Ed's mum wrote:
Good and varied punctuation.
Reasonable spelling, or plausible alternatives.
Interesting and engaging to read.
Varied vocabulary - adjectives, adverbs, 'wow' words (more expressive/complicated language).
A variety of styles of sentence: Complex sentences, short ones for impact, variation in the way sentences are started (starting with an adverb for example).
Consistency in the tense used (unless the story flits between times!)
A beginning, middle and end.
Don't have too many characters in a short story. Two at the most.
Perhaps a description of the setting.
Maybe some speech, but not much or it becomes a playscript.

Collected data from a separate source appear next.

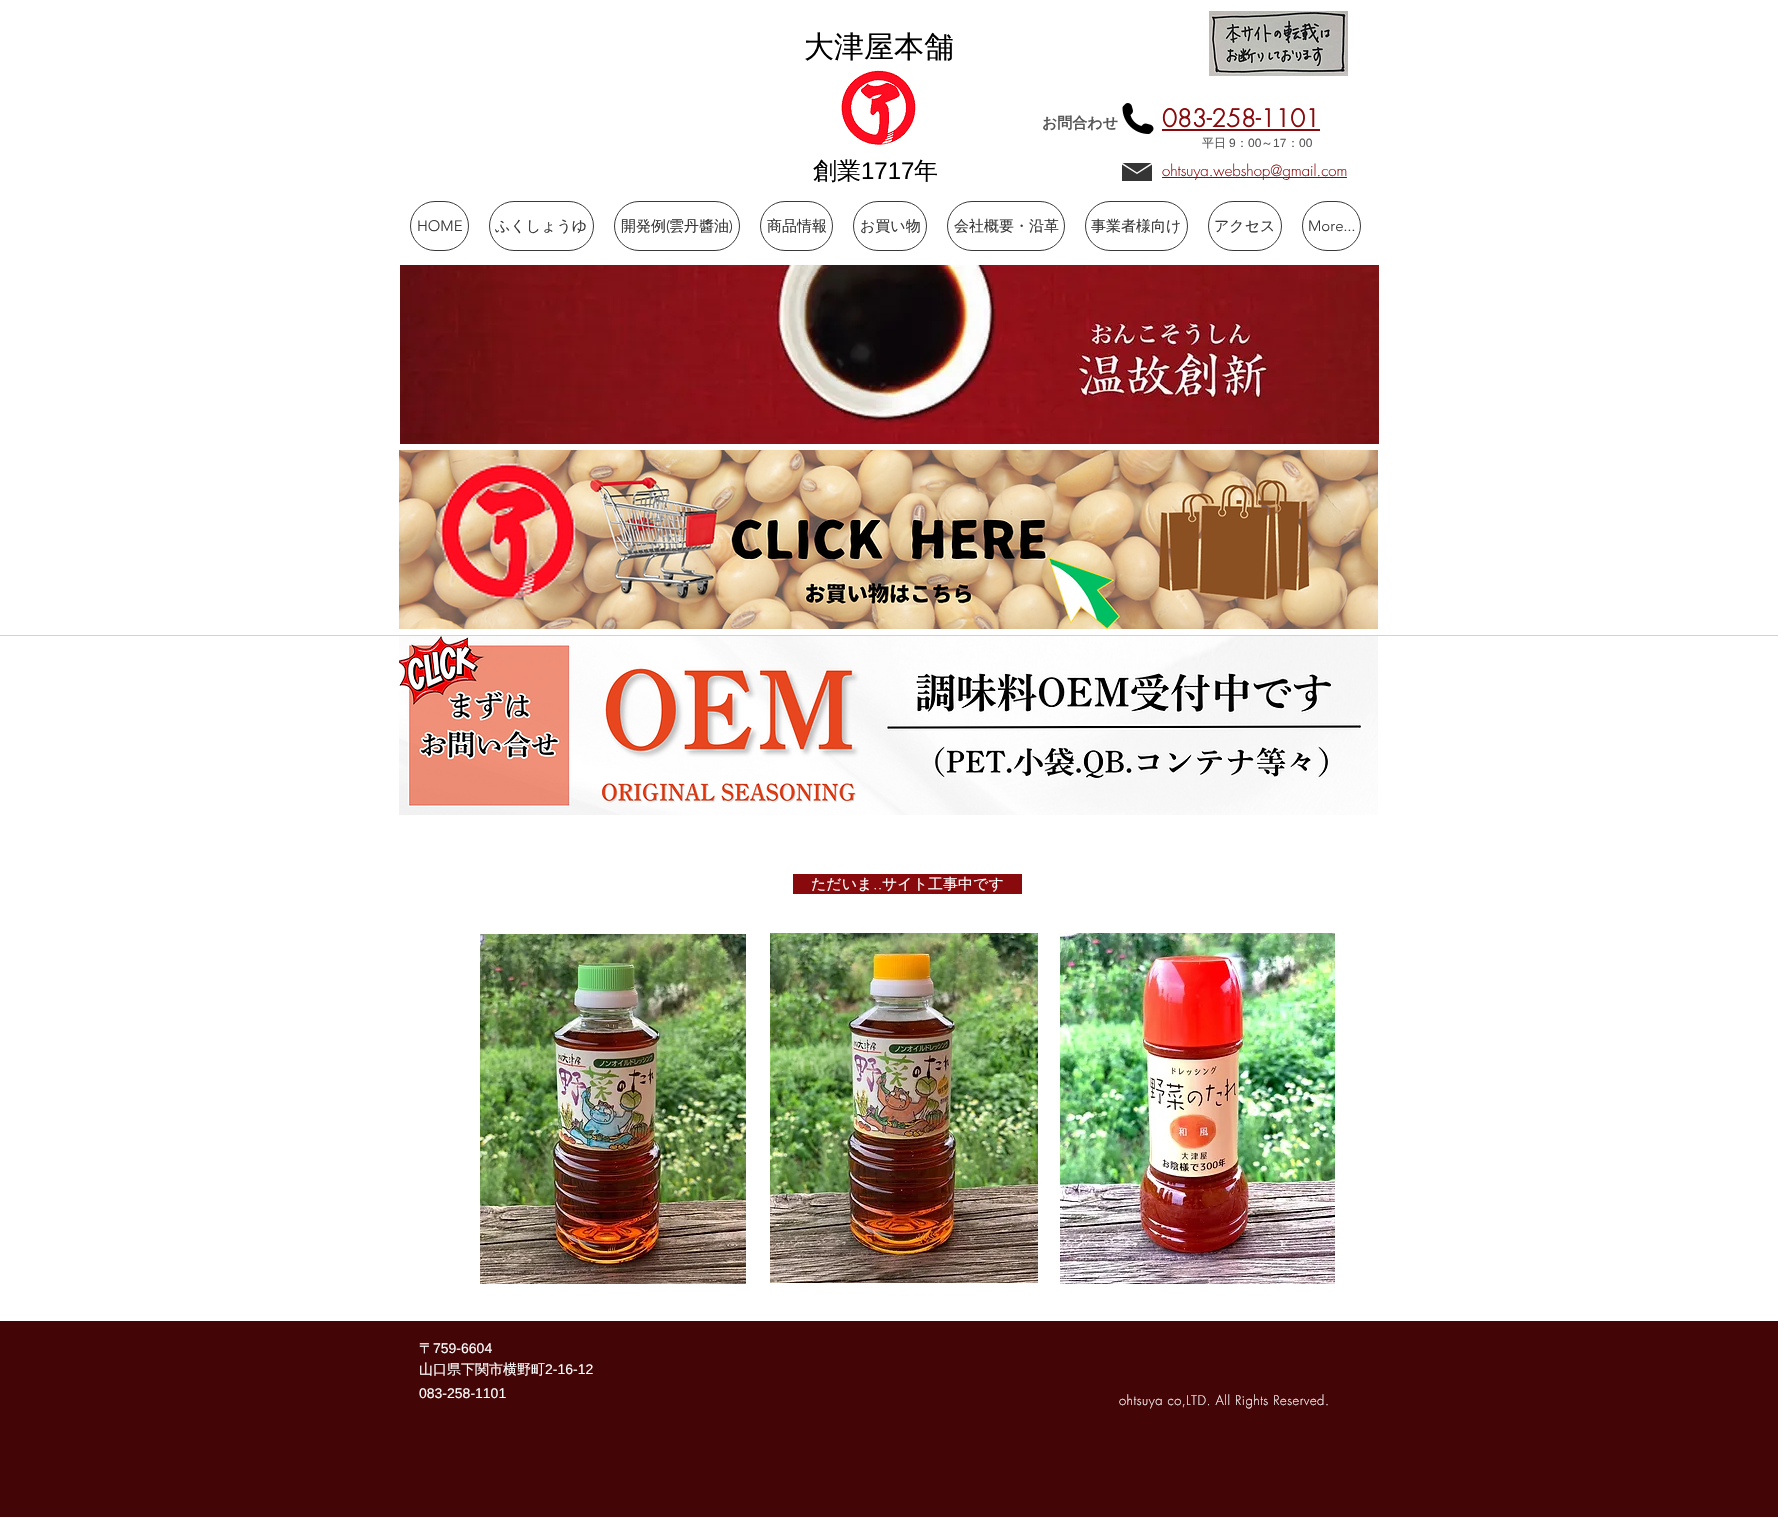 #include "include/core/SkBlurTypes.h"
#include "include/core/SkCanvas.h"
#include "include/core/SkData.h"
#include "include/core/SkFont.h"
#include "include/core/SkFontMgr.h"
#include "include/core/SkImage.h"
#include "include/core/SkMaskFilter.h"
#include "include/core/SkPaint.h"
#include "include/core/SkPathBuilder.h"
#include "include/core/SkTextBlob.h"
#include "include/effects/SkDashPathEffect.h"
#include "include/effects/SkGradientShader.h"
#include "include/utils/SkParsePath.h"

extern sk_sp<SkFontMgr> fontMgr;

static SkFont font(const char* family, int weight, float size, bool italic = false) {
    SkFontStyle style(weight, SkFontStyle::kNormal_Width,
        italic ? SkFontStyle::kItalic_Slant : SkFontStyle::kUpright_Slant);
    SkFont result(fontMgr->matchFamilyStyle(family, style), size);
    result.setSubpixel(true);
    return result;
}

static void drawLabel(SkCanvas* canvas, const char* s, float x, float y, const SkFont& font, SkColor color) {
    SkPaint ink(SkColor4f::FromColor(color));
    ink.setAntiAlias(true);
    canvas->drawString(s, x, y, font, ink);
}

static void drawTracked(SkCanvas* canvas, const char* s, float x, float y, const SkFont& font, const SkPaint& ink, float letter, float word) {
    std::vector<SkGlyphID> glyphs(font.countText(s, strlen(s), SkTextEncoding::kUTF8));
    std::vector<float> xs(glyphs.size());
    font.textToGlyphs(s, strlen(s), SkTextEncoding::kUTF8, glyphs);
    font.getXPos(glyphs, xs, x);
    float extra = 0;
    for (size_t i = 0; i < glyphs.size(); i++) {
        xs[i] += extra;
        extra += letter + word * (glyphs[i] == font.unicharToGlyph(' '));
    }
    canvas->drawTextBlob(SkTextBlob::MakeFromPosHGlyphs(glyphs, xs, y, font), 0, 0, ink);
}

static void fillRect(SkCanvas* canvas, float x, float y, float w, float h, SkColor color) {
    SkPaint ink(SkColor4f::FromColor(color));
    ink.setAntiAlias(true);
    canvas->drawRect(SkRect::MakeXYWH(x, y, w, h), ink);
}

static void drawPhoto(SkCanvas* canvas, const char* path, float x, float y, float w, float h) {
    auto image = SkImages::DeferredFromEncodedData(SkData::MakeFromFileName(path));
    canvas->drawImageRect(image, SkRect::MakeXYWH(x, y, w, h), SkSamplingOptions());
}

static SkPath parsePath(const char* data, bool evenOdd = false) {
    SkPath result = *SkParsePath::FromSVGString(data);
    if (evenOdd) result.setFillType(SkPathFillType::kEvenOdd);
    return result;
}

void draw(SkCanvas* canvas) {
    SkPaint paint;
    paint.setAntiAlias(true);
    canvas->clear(0xFFFFFFFF);
    SkFont font1 = font("WenQuanYi Zen Hei", 500, 30);
    drawLabel(canvas, "大津屋本舗", 804, 57, font1, 0xFF000000);
    drawPhoto(canvas, "assets/img1.png", 1209, 11, 139, 65);
    drawPhoto(canvas, "assets/img2.png", 841, 70, 75, 75);
    SkFont font2 = font("WenQuanYi Zen Hei", 700, 15);
    drawLabel(canvas, "お問合わせ", 1042, 128, font2, 0xFF565656);
    drawPhoto(canvas, "assets/img3.png", 1122, 103, 32, 31);
    SkFont font3 = font("futura", 700, 24);
    drawLabel(canvas, "083-258-1101", 1162, 127, font3, 0xFF880A0C);
    fillRect(canvas, 1162, 129, 158, 2, 0xFF880A0C);
    SkFont font4 = font("WenQuanYi Zen Hei", 500, 12);
    drawLabel(canvas, "平日", 1202, 147, font4, 0xFF565656);
    SkFont font5 = font("Liberation Sans", 400, 12);
    drawLabel(canvas, "9", 1229, 147, font5, 0xFF565656);
    drawLabel(canvas, "：", 1236, 147, font4, 0xFF565656);
    drawLabel(canvas, "00", 1248, 147, font5, 0xFF565656);
    drawLabel(canvas, "～", 1261, 147, font4, 0xFF565656);
    drawLabel(canvas, "17", 1273, 147, font5, 0xFF565656);
    drawLabel(canvas, "：", 1287, 147, font4, 0xFF565656);
    drawLabel(canvas, "00", 1299, 147, font5, 0xFF565656);
    SkFont font6 = font("WenQuanYi Zen Hei", 500, 24);
    drawLabel(canvas, "創業", 813, 179, font6, 0xFF000000);
    SkFont font7 = font("Liberation Sans", 400, 24);
    drawLabel(canvas, "1717", 861, 179, font7, 0xFF000000);
    drawLabel(canvas, "年", 914, 179, font6, 0xFF000000);
    paint.setColor(0xFF363535);
    canvas->drawPath(parsePath("M1137 172.5L1122.5 163H1151.5ZM1152 164.5L1137 174L1122 164.5V181H1152Z"), paint);
    fillRect(canvas, 1162, 177, 185, 1, 0xFF880A0C);
    SkFont font8 = font("futura", 300, 15);
    drawLabel(canvas, "ohtsuya.webshop@gmail.com", 1162, 176, font8, 0xFF880A0C);
    paint.setStroke(true);
    paint.setStrokeWidth(1);
    paint.setColor(0xFF383838);
    canvas->drawRoundRect(SkRect::MakeXYWH(410.5f, 201.5f, 58, 49), 24.5f, 24.5f, paint);
    SkFont font9 = font("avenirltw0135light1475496", 300, 15);
    drawLabel(canvas, "HOME", 417, 231, font9, 0xFF383838);
    canvas->drawRoundRect(SkRect::MakeXYWH(489.5f, 201.5f, 104, 49), 24.5f, 24.5f, paint);
    SkFont font10 = font("WenQuanYi Zen Hei", 500, 15);
    drawLabel(canvas, "ふくしょうゆ", 495, 231, font10, 0xFF383838);
    canvas->drawRoundRect(SkRect::MakeXYWH(614.5f, 201.5f, 125, 49), 24.5f, 24.5f, paint);
    drawLabel(canvas, "開発例", 621, 231, font10, 0xFF383838);
    drawLabel(canvas, "(", 666, 231, font9, 0xFF383838);
    drawLabel(canvas, "雲丹醬油", 669, 231, font10, 0xFF383838);
    drawLabel(canvas, ")", 729, 231, font9, 0xFF383838);
    canvas->drawRoundRect(SkRect::MakeXYWH(760.5f, 201.5f, 72, 49), 24.5f, 24.5f, paint);
    drawLabel(canvas, "商品情報", 767, 231, font10, 0xFF383838);
    canvas->drawRoundRect(SkRect::MakeXYWH(853.5f, 201.5f, 73, 49), 24.5f, 24.5f, paint);
    drawLabel(canvas, "お買い物", 860, 231, font10, 0xFF383838);
    canvas->drawRoundRect(SkRect::MakeXYWH(947.5f, 201.5f, 117, 49), 24.5f, 24.5f, paint);
    drawLabel(canvas, "会社概要・沿革", 954, 231, font10, 0xFF383838);
    canvas->drawRoundRect(SkRect::MakeXYWH(1085.5f, 201.5f, 102, 49), 24.5f, 24.5f, paint);
    drawLabel(canvas, "事業者様向け", 1091, 231, font10, 0xFF383838);
    canvas->drawRoundRect(SkRect::MakeXYWH(1208.5f, 201.5f, 73, 49), 24.5f, 24.5f, paint);
    drawLabel(canvas, "アクセス", 1214, 231, font10, 0xFF383838);
    canvas->drawRoundRect(SkRect::MakeXYWH(1302.5f, 201.5f, 58, 49), 24.5f, 24.5f, paint);
    drawLabel(canvas, "More...", 1308, 231, font9, 0xFF383838);
    drawPhoto(canvas, "assets/img4.png", 400, 265, 979, 179);
    drawPhoto(canvas, "assets/img5.png", 399, 450, 979, 179);
    fillRect(canvas, 0, 635, 1778, 1, 0xFFF0C5C5);
    drawPhoto(canvas, "assets/img6.png", 399, 636, 979, 179);
    fillRect(canvas, 793, 874, 229, 20, 0xFF880A0C);
    drawLabel(canvas, "ただいま", 811, 889, font10, 0xFFFFFFFF);
    drawLabel(canvas, "..", 873, 889, font8, 0xFFFFFFFF);
    drawLabel(canvas, "サイト工事中です", 882, 889, font10, 0xFFFFFFFF);
    drawPhoto(canvas, "assets/img7.png", 480, 934, 266, 350);
    drawPhoto(canvas, "assets/img8.png", 770, 933, 268, 350);
    drawPhoto(canvas, "assets/img9.png", 1060, 933, 275, 351);
    fillRect(canvas, 0, 1321, 1778, 196, 0xFF440506);
    SkFont font11 = font("WenQuanYi Zen Hei", 500, 14);
    drawLabel(canvas, "〒", 419, 1353, font11, 0xFFFFFFFF);
    SkFont font12 = font("Liberation Sans", 400, 14);
    drawLabel(canvas, "759-6604", 433, 1353, font12, 0xFFFFFFFF);
    drawLabel(canvas, "山口県下関市横野町", 419, 1374, font11, 0xFFFFFFFF);
    drawLabel(canvas, "2-16-12", 545, 1374, font12, 0xFFFFFFFF);
    drawLabel(canvas, "083-258-1101", 419, 1398, font12, 0xFFFFFFFF);
    SkFont font13 = font("futura", 300, 13);
    paint.setStroke(false);
    paint.setColor(0xFFFFFFFF);
    drawTracked(canvas, "ohtsuya co,LTD. All Rights Reserved.", 1119, 1405, font13, paint, 0.5f, 0);
}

I like these ideas as I am working with my son, and have used much of what has been mentioned above. There has been a marked improvement in his writing in just two weeks.
Some little tips to enhance this.
Always use alternatives to "and" & "but".
Always have simple question & answer dialogue.
Avoid repetition (e.g Jack & Jill can be the siblings, the children, the pair, the twosome etc.).
I would also recommend getting an A4 sheet with all the things they need to do and to have this as aide-mémoire in front of them while they write. Obviously they won't have it in the exam, but by then they will have pretty much commited most of it to memory.
The time given in these tests means it is best to have a basic formula and show off your writing as effectively as possible. There isn't the time to be creative.